|Speer, C - MONTANA STATE UNIV, MT|
|Tilley, Michael - MONTANA STATE UNIV, MT|
|Temple, Maaria - MONTANA STATE UNIV, MT|
|Blixt, John - MONTANA STATE UNIV, MT|
|White, Michael - MONTANA STATE UNIV, MT|
Submitted to: Molecular and Biochemical Parasitology
Publication Type: Peer Reviewed Journal
Publication Acceptance Date: November 30, 1995
Publication Date: N/A
Interpretive Summary: Infection by the protozoan (single celled) parasite Toxoplasma gondii causes mental retardation and loss of vision in congenitally infected children and abortion in livestock. Humans become infected by ingesting the parasite encysted in meat or by ingesting food and water contaminated with feces of infected cats containing the resistant form (oocyst) of T. gondii. Although a lot is known of the biology of the stages of the parasite present in tissues (tachyzoites and bradyzoites) little is known of the sporozoites in oocysts. Scientists at the Beltsville Agricultural Research Center and the Montana State University have found for the first time that after the entry of the sporozoites in cells, the sporozoites lack a predominant antigen found in tachyzoites and the sporozoites were surrounded by an unusually large vacuole. The results will be useful in elucidating the pathogenic mechanism because oocyst induced infections are more serious than the infections acquired by ingesting tissue cysts from meat.
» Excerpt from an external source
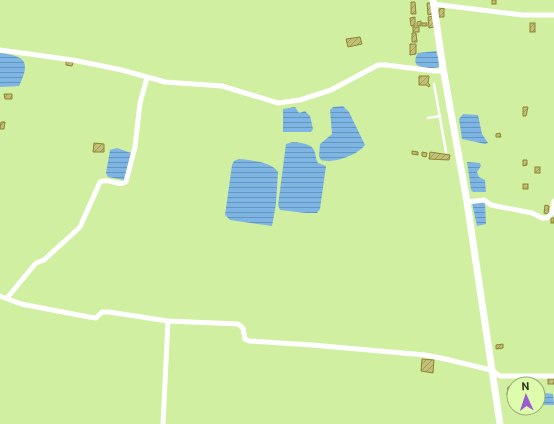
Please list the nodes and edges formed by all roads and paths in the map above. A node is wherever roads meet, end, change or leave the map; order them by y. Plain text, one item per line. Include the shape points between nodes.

Technical Abstract: The invasion of host cells by sporozoites of Toxoplasma gondii leads to the formation of parasitophorous vacuoles that are distinctly different from those surrounding tachyzoites. In sporozoite-infected cells, the fluid-filled space surrounding the sporozoite is many times larger in volume than the sporozoite, essentially lacks granular or tubular structures, and has no detectable continuous parasitophorous vacuolar membrane when prepared by conventional electron microscopic methods. Consistent with the ultrastructural differences, dense-granule protein GRA3, which associates with the parasitophorous vacuolar membrane of tachyzoites, was not detected by indirect immunofluorescence in sporozoite-infected cells 2-12 hr post-inoculation or by Western blot analysis of sporozoite extracts. Western blots incubated with the aROP/DG antiserum, which recognizes tachyzoite rhoptry and dense-granule proteins, revealed numerous other antigenic differences between sporozoites and tachyzoites. Cell cultures inoculated with sporozoites were monitored at various intervals for the expression of GRA3 and the developmentally- regulated tachyzoite surface protein SAG1. Expression of SAG1 and GRA3 was first observed in 30 % of the sporozoite-infected cells at 12 and 15 hr post-inoculation, respectively, and in all intracellular parasites at 24 hr. Parasite replication was only observed in sporozoite-infected cells that were positive for GRA3 and SAG1. Thus, these data indicate that sporozoites and their interaction with host cells differ substantially from tachyzoites and the expression of tachyzoite-specific proteins is likely required for parasite replication.